Others, however, appeared to be more intrigued.
Monika Nicolaou, a self-described fan of Britain’s royal family, dropped by the Waterstones bookstore in London’s Piccadilly Circus to pick up a copy of “Spare” on Tuesday and planned to start reading it on her way to work.
“Dirty laundry should be left behind the scenes,” she said, explaining that she disapproved of Prince Harry’s decision to share secrets about the royal family. “I don’t think it was brave.” Still, she said, she wanted to read his perspective.
In the book, Harry writes about the death of his mother, Princess Diana; about his account of the negotiations over his role in the family that led Harry and his wife, Meghan, to eventually leave England; about his tense relationship with his brother, Prince William; about his own battles with anxiety and about his time in Afghanistan, among other insights.
“It’s making people question whether they really like him or not,” said James Broadley, who was looking at the bookstore’s display with his wife. The book is retailing for 28 pounds, or about $35, but many retailers like Waterstones and Amazon are selling it for half price — a customary offer for a “highly anticipated and prominent publication” to compete with heavy online discounting, according to a spokeswoman for Waterstones.
Although Mr. Broadley said he did not see himself as a huge royalist, he said he was considering buying the book and nonetheless found the situation intriguing.
“It feels like they’ve gone the tabloid aspect of dishing dirt,” he said, adding that although the book was a “cash grab,” he understood the motivations behind it.
“This is part of him going alone,” Mr. Broadley said. “He’s got to make it somehow.”
Prince Harry has said that he will give a portion of proceeds from the book to British charities, according to a description on the memoir’s website.
The biggest revelation for Elisabeth Stang, 56, a tourist from Norway who picked up a copy of the book at Waterstones, was the extent of the rift between Prince Harry and his older brother, Prince William, now heir to the throne. “They are a hurt family,” she said, adding that the two had lost their mother so young and with the whole world watching them.
“I just think they are more normal than maybe we all think they are,” she said.
Joanna Davey, 38, who was passing through Waterstones for a meeting but did not buy the book, said: “I just feel really sad for him. I think you can tell he’s really experienced a lot of trauma in his life.”
“It would be better if he sat down with a therapist instead of spilling his guts on paper,” she added. In the book, Harry does write about going to therapy, saying his wife persuaded him to continue it.
Aside from rainy skies, some blamed the wall-to-wall news media coverage of the memoir’s leaked contents in previous days for any less-than-enthusiastic in-person reaction on Tuesday.
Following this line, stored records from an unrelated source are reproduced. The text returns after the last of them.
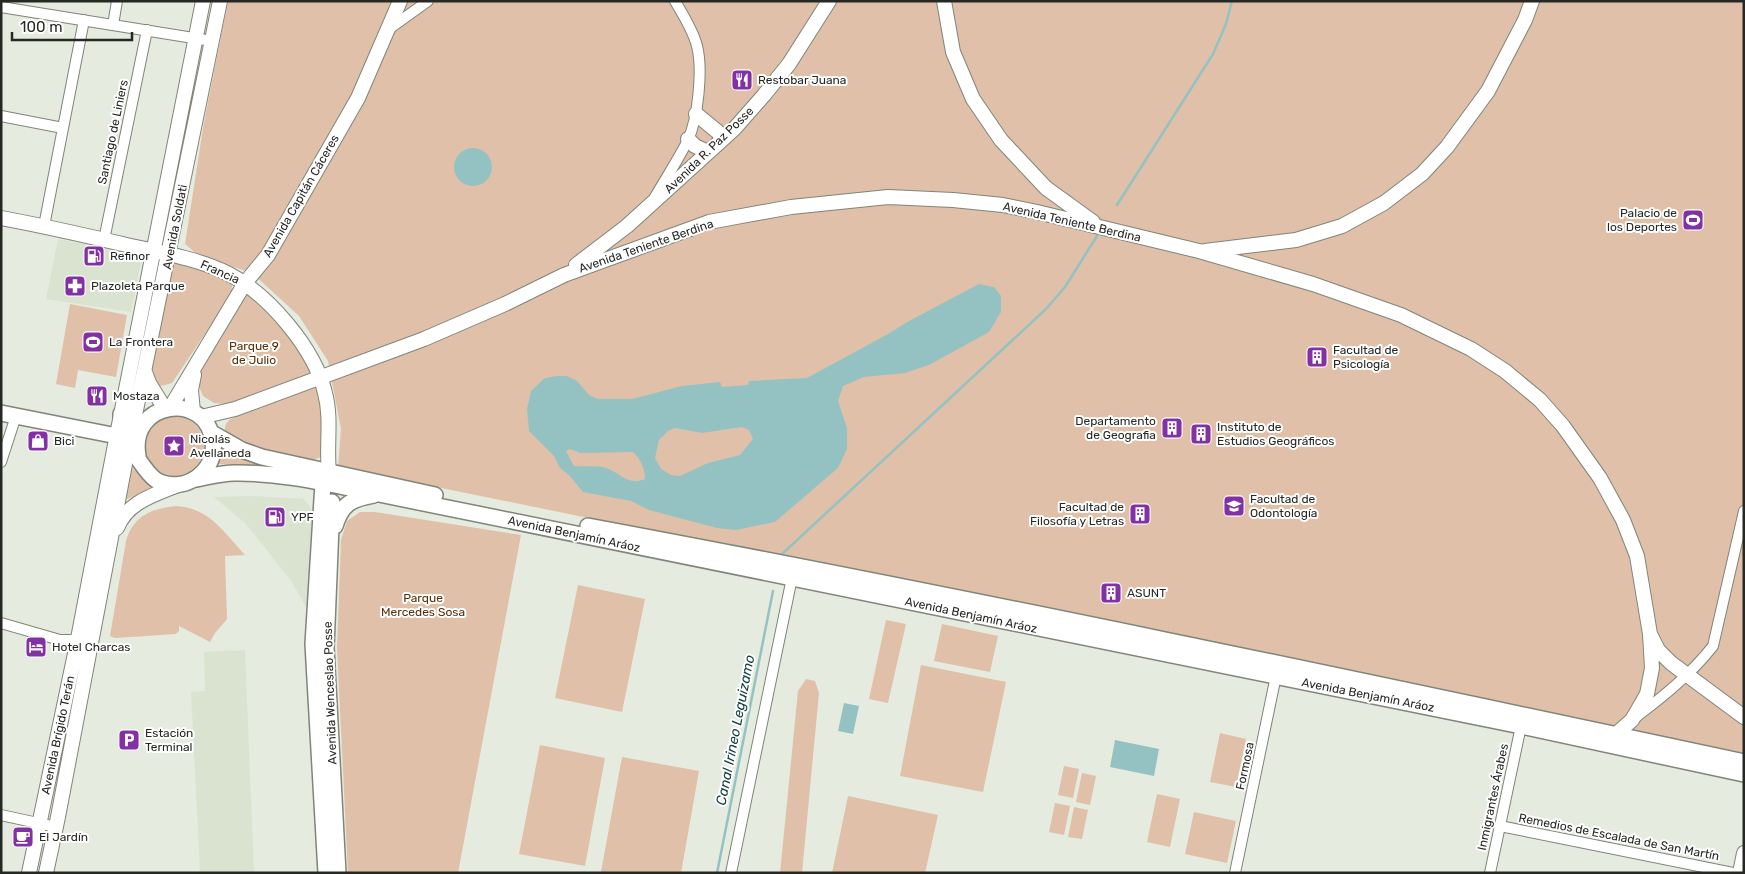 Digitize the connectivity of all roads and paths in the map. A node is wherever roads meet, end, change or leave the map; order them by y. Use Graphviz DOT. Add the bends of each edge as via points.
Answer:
graph roads {
  1 [pos="117,1"];
  2 [pos="203,1"];
  3 [pos="220,1"];
  4 [pos="400,1"];
  5 [pos="428,1"];
  6 [pos="675,1"];
  7 [pos="829,1"];
  8 [pos="944,1"];
  9 [pos="1532,1"];
  10 [pos="1,6"];
  11 [pos="84,20"];
  12 [pos="113,25"];
  13 [pos="147,30"];
  14 [pos="388,30"];
  15 [pos="196,38"];
  16 [pos="212,41"];
  17 [pos="696,114"];
  18 [pos="1,116"];
  19 [pos="63,128"];
  20 [pos="724,138"];
  21 [pos="688,139"];
  22 [pos="708,152"];
  23 [pos="649,207"];
  24 [pos="1,218"];
  25 [pos="44,226"];
  26 [pos="1098,226"];
  27 [pos="104,240"];
  28 [pos="154,251"];
  29 [pos="1199,252"];
  30 [pos="169,255"];
  31 [pos="564,275"];
  32 [pos="245,284"];
  33 [pos="197,362"];
  34 [pos="145,372"];
  35 [pos="320,377"];
  36 [pos="168,408"];
  37 [pos="1,413"];
  38 [pos="16,416"];
  39 [pos="135,416"];
  40 [pos="204,423"];
  41 [pos="126,442"];
  42 [pos="328,454"];
  43 [pos="1,462"];
  44 [pos="284,477"];
  45 [pos="196,479"];
  46 [pos="328,480"];
  47 [pos="178,484"];
  48 [pos="378,494"];
  49 [pos="322,508"];
  50 [pos="1744,511"];
  51 [pos="331,536"];
  52 [pos="109,550"];
  53 [pos="793,572"];
  54 [pos="95,622"];
  55 [pos="1,623"];
  56 [pos="1650,634"];
  57 [pos="78,638"];
  58 [pos="60,640"];
  59 [pos="72,665"];
  60 [pos="1277,670"];
  61 [pos="1687,675"];
  62 [pos="1744,717"];
  63 [pos="1632,720"];
  64 [pos="1521,726"];
  65 [pos="1616,734"];
  66 [pos="1744,762"];
  67 [pos="1744,774"];
  68 [pos="1,815"];
  69 [pos="40,824"];
  70 [pos="1500,826"];
  71 [pos="56,827"];
  72 [pos="1744,853"];
  73 [pos="29,873"];
  74 [pos="46,873"];
  75 [pos="326,873"];
  76 [pos="338,873"];
  77 [pos="731,873"];
  78 [pos="1235,873"];
  79 [pos="1490,873"];
  80 [pos="1733,873"];
  81 [pos="1740,873"];
  1 -- 12 [label="street"];
  2 -- 15 [label="street, Avenida Soldati"];
  3 -- 16 [label="street, Avenida Soldati"];
  4 -- 14 [label="street, Avenida Capitán Cáceres"];
  5 -- 14 [label="street"];
  6 -- 17 [label="street" via="697,46"];
  7 -- 20 [label="street, Avenida R. Paz Posse" via="789,64"];
  8 -- 26 [label="street" via="953,52 964,81 1000,140 1046,188"];
  9 -- 29 [label="street" via="1488,91 1447,147 1422,174 1384,203 1342,226 1296,240"];
  10 -- 11 [label="street"];
  11 -- 12 [label="street"];
  11 -- 19 [label="street"];
  12 -- 13 [label="street"];
  13 -- 15 [label="street"];
  13 -- 27 [label="street, Santiago de Liniers"];
  14 -- 32 [label="street, Avenida Capitán Cáceres" via="358,98 268,255"];
  15 -- 16 [label="street"];
  15 -- 28 [label="street, Avenida Soldati"];
  16 -- 30 [label="street, Avenida Soldati"];
  17 -- 20 [label="street"];
  17 -- 21 [label="street"];
  18 -- 19 [label="street"];
  19 -- 25 [label="street"];
  20 -- 22 [label="street, Avenida R. Paz Posse"];
  21 -- 22 [label="street"];
  21 -- 23 [label="street"];
  22 -- 23 [label="street, Avenida R. Paz Posse"];
  23 -- 31 [label="street, Avenida R. Paz Posse"];
  24 -- 25 [label="street, Francia"];
  25 -- 27 [label="street, Francia"];
  26 -- 29 [label="street, Avenida Teniente Berdina"];
  26 -- 31 [label="street, Avenida Teniente Berdina" via="1003,205 879,198 791,207 709,222"];
  27 -- 28 [label="street, Francia"];
  28 -- 30 [label="street, Francia"];
  28 -- 39 [label="street, Avenida Soldati"];
  29 -- 56 [label="street, Avenida Teniente Berdina" via="1312,284 1401,315 1471,349 1540,400 1582,450 1623,520 1637,556"];
  30 -- 32 [label="street, Francia" via="208,266"];
  30 -- 34 [label="street, Avenida Soldati"];
  31 -- 35 [label="street, Avenida Teniente Berdina" via="445,331"];
  32 -- 33 [label="street, Avenida Capitán Cáceres"];
  32 -- 35 [label="street, Francia" via="285,320"];
  33 -- 36 [label="street, Avenida Capitán Cáceres"];
  33 -- 40 [label="street" via="191,390"];
  34 -- 36 [label="street" via="149,383"];
  34 -- 39 [label="street, Avenida Soldati"];
  35 -- 40 [label="street, Avenida Teniente Berdina"];
  35 -- 42 [label="street, Francia" via="326,393 330,426"];
  36 -- 39 [label="main road"];
  36 -- 40 [label="main road, Avenida Benjamín Aráoz" via="182,408"];
  37 -- 38 [label="main road"];
  38 -- 41 [label="main road"];
  38 -- 43 [label="street"];
  39 -- 41 [label="main road"];
  39 -- 41 [label="street"];
  39 -- 41 [label="main road" via="142,425 137,440"];
  40 -- 45 [label="main road" via="214,443 213,454 204,472"];
  40 -- 46 [label="main road, Avenida Benjamín Aráoz" via="242,450"];
  41 -- 47 [label="main road" via="148,474 167,484"];
  41 -- 52 [label="street, Avenida Brígido Terán"];
  41 -- 57 [label="street, Avenida Brígido Terán"];
  42 -- 46 [label="street, Avenida Wenceslao Posse"];
  44 -- 45 [label="main road, Avenida Benjamín Aráoz" via="231,473"];
  44 -- 46 [label="main road, Avenida Benjamín Aráoz"];
  44 -- 49 [label="main road" via="309,491"];
  45 -- 47 [label="main road, Avenida Benjamín Aráoz"];
  46 -- 48 [label="main road, Avenida Benjamín Aráoz"];
  46 -- 49 [label="main road"];
  46 -- 51 [label="main road, Avenida Wenceslao Posse"];
  46 -- 53 [label="main road, Avenida Benjamín Aráoz" via="550,519"];
  47 -- 52 [label="street" via="140,501 127,511"];
  48 -- 51 [label="main road" via="346,505 338,515"];
  48 -- 53 [label="main road, Avenida Benjamín Aráoz"];
  49 -- 75 [label="main road" via="314,644"];
  50 -- 61 [label="street" via="1713,646"];
  51 -- 76 [label="main road, Avenida Wenceslao Posse" via="326,648"];
  52 -- 54 [label="street, Avenida Brígido Terán"];
  53 -- 60 [label="main road, Avenida Benjamín Aráoz"];
  53 -- 77 [label="street"];
  54 -- 57 [label="street" via="89,633"];
  54 -- 71 [label="street, Avenida Brígido Terán"];
  55 -- 58 [label="street"];
  56 -- 61 [label="street" via="1658,650"];
  56 -- 63 [label="street, Avenida Teniente Berdina" via="1650,682"];
  57 -- 58 [label="street"];
  57 -- 59 [label="street, Avenida Brígido Terán"];
  58 -- 59 [label="street" via="67,645"];
  59 -- 69 [label="street, Avenida Brígido Terán"];
  60 -- 64 [label="main road, Avenida Benjamín Aráoz"];
  60 -- 65 [label="main road, Avenida Benjamín Aráoz"];
  60 -- 78 [label="street, Formosa"];
  61 -- 62 [label="street"];
  61 -- 63 [label="street"];
  63 -- 65 [label="street, Avenida Teniente Berdina"];
  64 -- 67 [label="main road, Avenida Benjamín Aráoz"];
  64 -- 70 [label="street, Inmigrantes Árabes"];
  65 -- 66 [label="main road, Avenida Benjamín Aráoz"];
  68 -- 69 [label="street"];
  69 -- 71 [label="street"];
  69 -- 73 [label="street, Avenida Brígido Terán"];
  70 -- 79 [label="street, Inmigrantes Árabes"];
  70 -- 80 [label="street, Remedios de Escalada de San Martín"];
  71 -- 74 [label="street, Avenida Brígido Terán"];
  72 -- 81 [label="street"];
}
“It’s been on the radio all week. People are sick of it,” said Salman Gohar, a London cabdriver. “It took the magic out of the launch.”
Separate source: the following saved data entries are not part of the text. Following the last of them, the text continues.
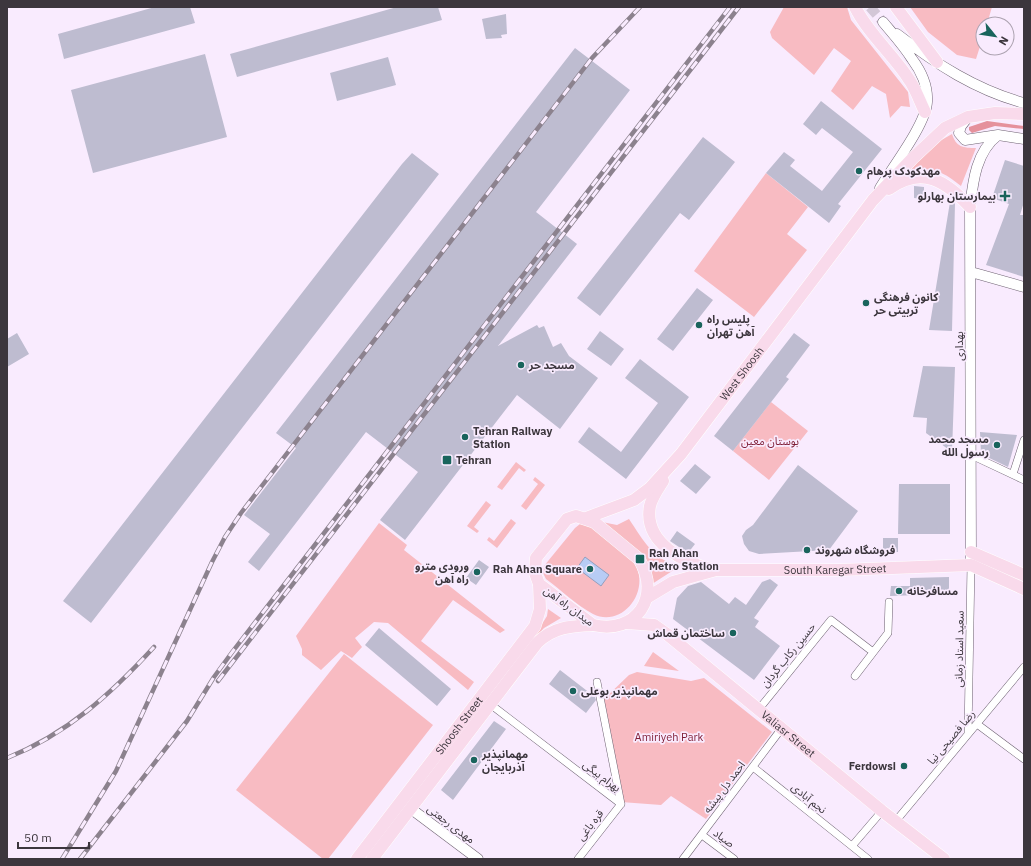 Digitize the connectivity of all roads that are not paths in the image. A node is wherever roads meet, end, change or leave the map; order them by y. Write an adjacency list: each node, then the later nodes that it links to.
1 (855, 7): 5 (main road)
2 (896, 7): 3 (main road)
3 (937, 62): 4 (street); 5 (street)
4 (1024, 103)
5 (925, 112): 10 (street)
6 (1024, 114): 7 (main road)
7 (968, 117): 8 (street); 10 (main road)
8 (998, 135): 9 (street); 11 (street, بهداری)
9 (1024, 139)
10 (873, 200): 11 (main road); 15 (main road, West Shoosh)
11 (970, 207): 12 (street, بهداری)
12 (970, 272): 13 (street); 16 (street, بهداری)
13 (1024, 288)
14 (1024, 440): 17 (street)
15 (681, 454): 19 (main road, West Shoosh); 22 (main road)
16 (971, 455): 17 (street); 20 (street, بهداری)
17 (1013, 474): 18 (street)
18 (1024, 480)
19 (586, 518): 24 (main road, میدان راه آهن); 26 (main road)
20 (971, 552): 21 (street, بهداری); 23 (main road)
21 (971, 565): 22 (main road, South Karegar Street); 25 (main road, South Karegar Street); 38 (street, سعید استاد زمانی)
22 (716, 570): 26 (main road, South Karegar Street)
23 (1024, 576)
24 (539, 584): 29 (main road, میدان راه آهن); 47 (main road, Shoosh Street)
25 (1024, 589)
26 (648, 598): 28 (main road)
27 (889, 602): 30 (street)
28 (627, 623): 29 (main road, میدان راه آهن); 35 (main road, Valiasr Street)
29 (592, 625): 34 (main road, Shoosh Street)
30 (873, 652): 32 (street); 35 (street, حسین رکاب‌ گردان)
31 (1024, 668): 36 (street, رضا فصیحی نیا)
32 (855, 676)
33 (597, 682): 41 (street, بهرام بیگی)
34 (490, 704): 41 (street, بهرام بیگی); 42 (main road, Shoosh Street)
35 (759, 709): 37 (main road, Valiasr Street)
36 (977, 724): 38 (street, رضا فصیحی نیا); 39 (street)
37 (782, 728): 40 (street, احمد دل پیشه); 43 (main road, Valiasr Street)
38 (968, 734): 44 (street, رضا فصیحی نیا)
39 (1024, 759)
40 (753, 767): 45 (street, احمد دل پیشه); 46 (street, نجم آبادی)
41 (621, 804): 50 (street, قره باغی)
42 (410, 808): 48 (main road, Shoosh Street); 49 (street, مهدی رجعتی)
43 (882, 811): 44 (main road, Valiasr Street); 46 (street)
44 (896, 822): 54 (main road, Valiasr Street)
45 (702, 835): 51 (street, احمد دل پیشه); 52 (street, صیاد)
46 (852, 846): 53 (street, نجم آبادی)
47 (357, 859)
48 (372, 859)
49 (478, 859)
50 (578, 859)
51 (683, 859)
52 (734, 859)
53 (868, 859)
54 (944, 859)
“I liked him before, but he’s just going after them one by one now,” Mr. Gohar added in reference to Prince Harry.
The book’s revelations have reignited older gossip about the family among royal watchers — Prince Harry writing, for example, about how he and his brother begged his father not to marry Camilla, now the queen consort.
For those unwilling to brave the weather on Tuesday, there was social media. Reactions flickered between the comical, the supportive and the morally outraged. The hashtags #SparebyPrinceHarry and #Camilla trended on Tuesday on Twitter, with many lamenting that Prince Harry was aggravating mounting rifts in the royal family, while others expressed sympathy for his account of what he and his wife had endured.
Even bookstores themselves could not resist getting in on the action, with one independent retailer in Britain opting for a characteristically more satirical window display.
“Anyway, we do have some spare copies of Spare if you want one,” it concluded.